## Exercise description
Below is a listing. Gather each line of it that contains "dead".

## Input material
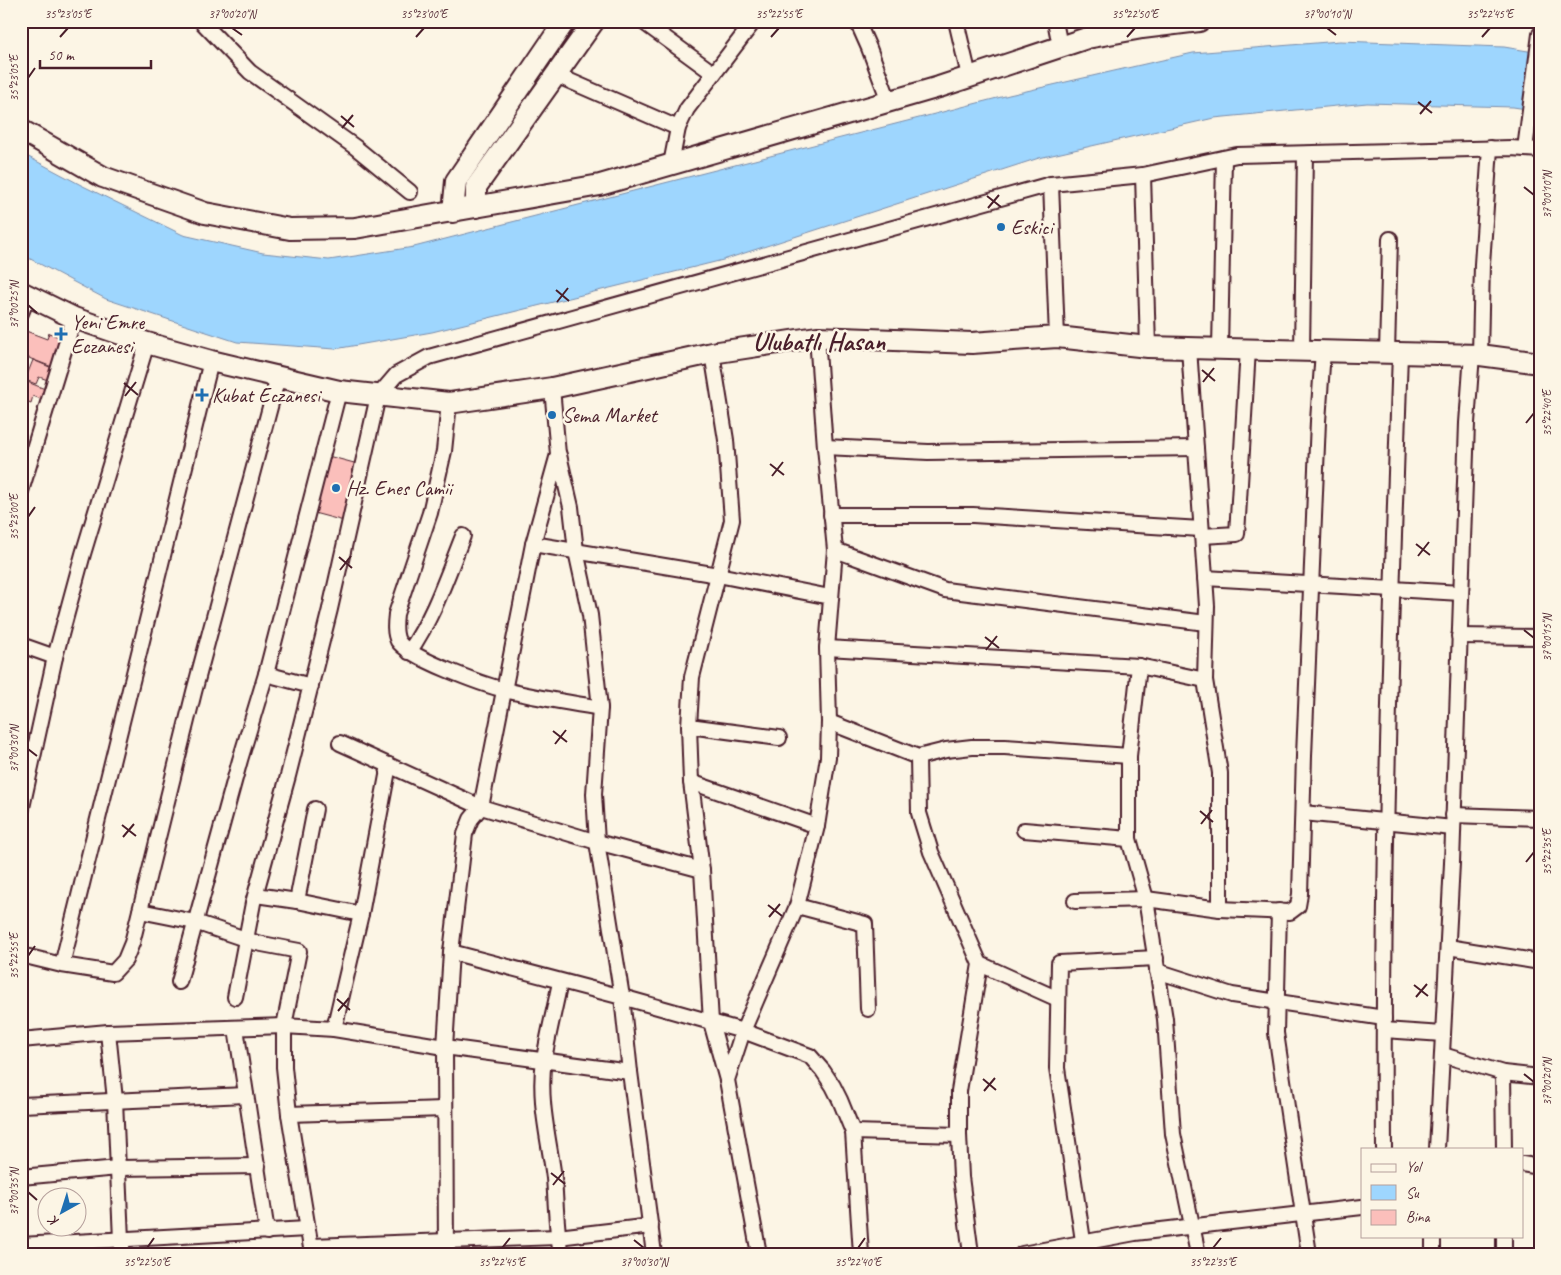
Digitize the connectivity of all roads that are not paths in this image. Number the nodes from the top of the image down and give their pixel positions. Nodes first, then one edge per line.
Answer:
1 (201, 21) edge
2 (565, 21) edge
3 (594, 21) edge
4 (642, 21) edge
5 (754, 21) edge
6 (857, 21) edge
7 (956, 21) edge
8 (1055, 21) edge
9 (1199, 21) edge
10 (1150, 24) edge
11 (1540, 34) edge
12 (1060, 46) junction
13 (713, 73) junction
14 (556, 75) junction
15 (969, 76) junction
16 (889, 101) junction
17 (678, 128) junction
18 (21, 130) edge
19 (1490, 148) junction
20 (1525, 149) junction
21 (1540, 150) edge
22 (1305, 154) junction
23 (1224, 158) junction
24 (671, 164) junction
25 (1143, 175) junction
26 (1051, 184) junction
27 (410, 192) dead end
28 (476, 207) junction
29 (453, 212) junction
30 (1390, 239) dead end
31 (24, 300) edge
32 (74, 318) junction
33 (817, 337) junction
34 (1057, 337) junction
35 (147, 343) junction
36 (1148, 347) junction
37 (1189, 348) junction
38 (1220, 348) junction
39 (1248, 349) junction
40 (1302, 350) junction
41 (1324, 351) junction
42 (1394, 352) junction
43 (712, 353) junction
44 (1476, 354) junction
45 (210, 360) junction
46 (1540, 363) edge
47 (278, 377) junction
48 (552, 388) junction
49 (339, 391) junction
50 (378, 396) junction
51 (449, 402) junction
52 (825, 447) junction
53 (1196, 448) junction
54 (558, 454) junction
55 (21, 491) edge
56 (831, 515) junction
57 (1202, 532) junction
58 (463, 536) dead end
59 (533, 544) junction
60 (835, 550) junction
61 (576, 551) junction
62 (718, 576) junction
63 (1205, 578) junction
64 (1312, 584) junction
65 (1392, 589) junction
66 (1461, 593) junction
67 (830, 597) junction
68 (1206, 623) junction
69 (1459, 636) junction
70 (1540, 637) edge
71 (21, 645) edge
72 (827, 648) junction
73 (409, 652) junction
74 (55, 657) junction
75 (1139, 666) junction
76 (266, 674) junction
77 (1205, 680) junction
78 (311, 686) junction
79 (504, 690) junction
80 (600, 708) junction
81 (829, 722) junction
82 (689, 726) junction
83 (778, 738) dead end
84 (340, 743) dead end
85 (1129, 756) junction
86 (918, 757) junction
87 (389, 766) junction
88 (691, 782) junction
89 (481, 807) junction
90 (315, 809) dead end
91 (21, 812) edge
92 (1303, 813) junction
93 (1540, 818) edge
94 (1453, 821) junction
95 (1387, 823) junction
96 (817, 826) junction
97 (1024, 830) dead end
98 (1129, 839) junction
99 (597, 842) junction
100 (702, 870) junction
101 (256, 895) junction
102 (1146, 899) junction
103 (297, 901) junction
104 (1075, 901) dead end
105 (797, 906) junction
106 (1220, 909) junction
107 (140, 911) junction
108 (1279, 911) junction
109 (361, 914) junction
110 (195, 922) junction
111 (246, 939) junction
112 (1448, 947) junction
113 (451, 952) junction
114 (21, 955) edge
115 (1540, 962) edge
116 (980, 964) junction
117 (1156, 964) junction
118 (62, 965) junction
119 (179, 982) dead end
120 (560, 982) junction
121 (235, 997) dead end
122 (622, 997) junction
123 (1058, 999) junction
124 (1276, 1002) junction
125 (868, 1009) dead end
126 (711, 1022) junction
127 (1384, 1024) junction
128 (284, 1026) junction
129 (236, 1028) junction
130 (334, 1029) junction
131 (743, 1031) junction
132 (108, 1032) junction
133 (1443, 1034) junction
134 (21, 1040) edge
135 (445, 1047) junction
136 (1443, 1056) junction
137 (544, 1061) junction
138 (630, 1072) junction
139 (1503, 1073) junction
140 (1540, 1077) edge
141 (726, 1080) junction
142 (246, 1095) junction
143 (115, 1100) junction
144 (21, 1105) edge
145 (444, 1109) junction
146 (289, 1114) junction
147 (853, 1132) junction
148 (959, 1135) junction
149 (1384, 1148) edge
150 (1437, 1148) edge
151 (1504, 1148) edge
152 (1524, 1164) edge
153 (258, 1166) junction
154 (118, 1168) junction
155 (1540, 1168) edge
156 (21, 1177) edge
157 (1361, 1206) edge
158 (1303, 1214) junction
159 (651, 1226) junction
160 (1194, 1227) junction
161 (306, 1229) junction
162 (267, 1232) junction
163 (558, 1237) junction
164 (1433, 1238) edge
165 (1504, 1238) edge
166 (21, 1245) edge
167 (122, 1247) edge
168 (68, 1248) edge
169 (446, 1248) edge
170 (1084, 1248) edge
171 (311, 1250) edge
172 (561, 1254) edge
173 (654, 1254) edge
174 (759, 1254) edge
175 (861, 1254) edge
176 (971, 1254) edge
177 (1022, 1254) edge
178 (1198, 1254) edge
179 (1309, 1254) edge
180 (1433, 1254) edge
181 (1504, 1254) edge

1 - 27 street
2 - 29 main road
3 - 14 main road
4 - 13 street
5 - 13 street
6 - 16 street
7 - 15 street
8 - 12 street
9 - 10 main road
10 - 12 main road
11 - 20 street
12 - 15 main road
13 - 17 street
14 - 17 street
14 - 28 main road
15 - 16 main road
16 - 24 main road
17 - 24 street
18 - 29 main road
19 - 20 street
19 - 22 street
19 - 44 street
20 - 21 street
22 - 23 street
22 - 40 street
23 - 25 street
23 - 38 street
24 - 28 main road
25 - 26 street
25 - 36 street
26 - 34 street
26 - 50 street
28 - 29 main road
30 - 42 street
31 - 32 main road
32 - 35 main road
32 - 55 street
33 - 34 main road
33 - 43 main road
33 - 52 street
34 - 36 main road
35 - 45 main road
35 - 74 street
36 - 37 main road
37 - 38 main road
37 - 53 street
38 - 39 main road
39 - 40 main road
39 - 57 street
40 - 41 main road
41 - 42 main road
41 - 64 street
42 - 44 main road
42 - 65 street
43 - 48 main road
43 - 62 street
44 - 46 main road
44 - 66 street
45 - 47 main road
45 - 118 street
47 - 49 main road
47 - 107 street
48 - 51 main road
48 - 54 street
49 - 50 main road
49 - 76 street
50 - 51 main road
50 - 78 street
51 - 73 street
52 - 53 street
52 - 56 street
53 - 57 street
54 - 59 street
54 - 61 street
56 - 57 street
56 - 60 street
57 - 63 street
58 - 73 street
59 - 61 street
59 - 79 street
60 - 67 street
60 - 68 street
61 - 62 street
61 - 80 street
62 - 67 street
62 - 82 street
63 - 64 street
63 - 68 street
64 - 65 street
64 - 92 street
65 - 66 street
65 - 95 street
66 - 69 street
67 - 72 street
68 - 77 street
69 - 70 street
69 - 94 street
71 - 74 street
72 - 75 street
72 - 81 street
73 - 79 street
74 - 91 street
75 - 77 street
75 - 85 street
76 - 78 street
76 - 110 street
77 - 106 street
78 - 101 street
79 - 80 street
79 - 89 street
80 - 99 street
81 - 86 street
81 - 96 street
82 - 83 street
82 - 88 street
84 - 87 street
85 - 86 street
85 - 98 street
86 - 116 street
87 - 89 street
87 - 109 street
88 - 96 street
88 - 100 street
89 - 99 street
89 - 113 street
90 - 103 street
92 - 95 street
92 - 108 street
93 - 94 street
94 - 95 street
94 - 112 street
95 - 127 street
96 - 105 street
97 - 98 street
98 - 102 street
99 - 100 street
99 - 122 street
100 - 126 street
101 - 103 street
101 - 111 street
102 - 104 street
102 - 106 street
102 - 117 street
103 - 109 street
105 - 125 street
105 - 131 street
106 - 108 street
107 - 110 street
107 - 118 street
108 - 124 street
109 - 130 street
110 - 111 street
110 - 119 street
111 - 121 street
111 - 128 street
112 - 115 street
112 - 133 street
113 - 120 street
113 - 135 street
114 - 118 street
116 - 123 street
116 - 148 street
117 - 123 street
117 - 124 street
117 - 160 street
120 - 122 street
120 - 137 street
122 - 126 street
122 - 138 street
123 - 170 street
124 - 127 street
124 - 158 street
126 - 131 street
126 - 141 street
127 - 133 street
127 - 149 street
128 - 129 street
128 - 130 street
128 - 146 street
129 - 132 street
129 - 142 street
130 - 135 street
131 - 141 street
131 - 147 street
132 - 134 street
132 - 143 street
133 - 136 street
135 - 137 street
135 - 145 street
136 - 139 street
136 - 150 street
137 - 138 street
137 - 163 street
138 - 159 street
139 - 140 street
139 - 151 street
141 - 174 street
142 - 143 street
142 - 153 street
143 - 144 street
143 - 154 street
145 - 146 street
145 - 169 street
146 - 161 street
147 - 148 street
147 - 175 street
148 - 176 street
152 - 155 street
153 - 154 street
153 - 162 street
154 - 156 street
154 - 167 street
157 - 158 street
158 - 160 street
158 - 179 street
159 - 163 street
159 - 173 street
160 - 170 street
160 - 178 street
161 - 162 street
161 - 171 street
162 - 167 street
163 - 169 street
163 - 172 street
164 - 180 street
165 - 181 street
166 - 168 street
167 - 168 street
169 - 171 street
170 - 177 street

## Result of the exercise
27 (410, 192) dead end
30 (1390, 239) dead end
58 (463, 536) dead end
83 (778, 738) dead end
84 (340, 743) dead end
90 (315, 809) dead end
97 (1024, 830) dead end
104 (1075, 901) dead end
119 (179, 982) dead end
121 (235, 997) dead end
125 (868, 1009) dead end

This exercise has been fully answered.